Instructions to follow:
Every record below should be transcribed exactly. Omit the images.
** Provided material follows **
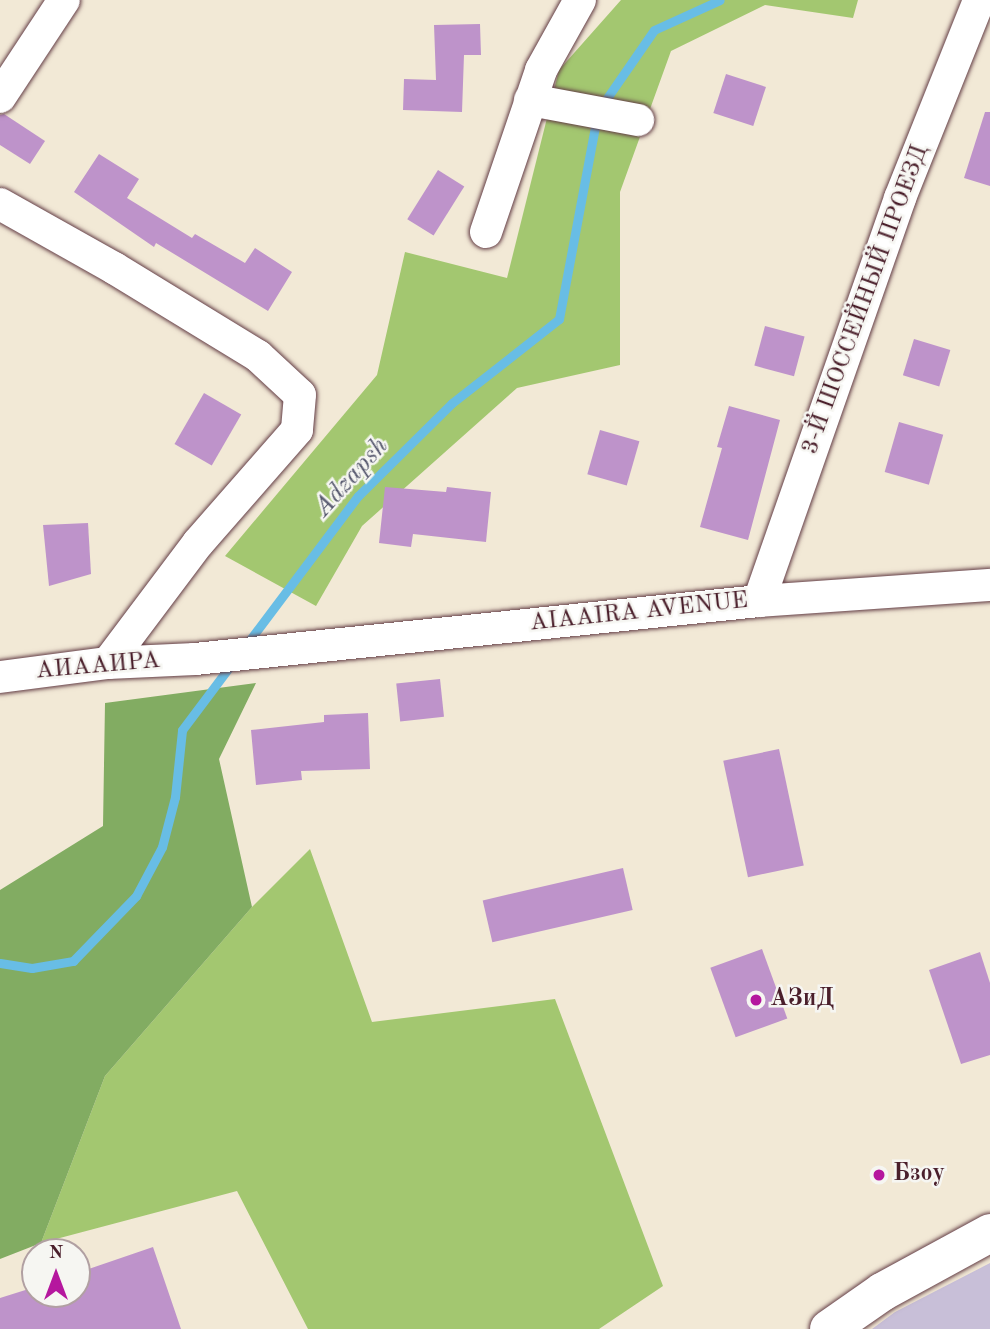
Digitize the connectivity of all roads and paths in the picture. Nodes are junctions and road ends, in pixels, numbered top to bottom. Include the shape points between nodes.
1 (64, 0) edge
2 (580, 0) edge
3 (979, 0) edge
4 (0, 97) edge
5 (530, 100) junction
6 (638, 120) dead end
7 (0, 204) edge
8 (486, 232) dead end
9 (990, 585) edge
10 (759, 601) junction
11 (195, 659) joint
12 (108, 663) junction
13 (0, 677) edge
14 (990, 1233) edge
15 (830, 1329) edge

1 - 4 street
2 - 5 street via 541,69
3 - 10 street, 3-Й ШОССЕЙНЫЙ ПРОЕЗД via 900,198
5 - 6 street
5 - 8 street
7 - 12 street via 258,356 300,395 297,430 198,544
9 - 10 street, AIAAIRA AVENUE
10 - 11 street, AIAAIRA AVENUE
11 - 12 street, АИААИРА
12 - 13 street, АИААИРА
14 - 15 main road via 882,1292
** End of Provided material **
Finished exercise:
Digitize the connectivity of all roads and paths in the picture. Nodes are junctions and road ends, in pixels, numbered top to bottom. Include the shape points between nodes.
1 (64, 0) edge
2 (580, 0) edge
3 (979, 0) edge
4 (0, 97) edge
5 (530, 100) junction
6 (638, 120) dead end
7 (0, 204) edge
8 (486, 232) dead end
9 (990, 585) edge
10 (759, 601) junction
11 (195, 659) joint
12 (108, 663) junction
13 (0, 677) edge
14 (990, 1233) edge
15 (830, 1329) edge

1 - 4 street
2 - 5 street via 541,69
3 - 10 street, 3-Й ШОССЕЙНЫЙ ПРОЕЗД via 900,198
5 - 6 street
5 - 8 street
7 - 12 street via 258,356 300,395 297,430 198,544
9 - 10 street, AIAAIRA AVENUE
10 - 11 street, AIAAIRA AVENUE
11 - 12 street, АИААИРА
12 - 13 street, АИААИРА
14 - 15 main road via 882,1292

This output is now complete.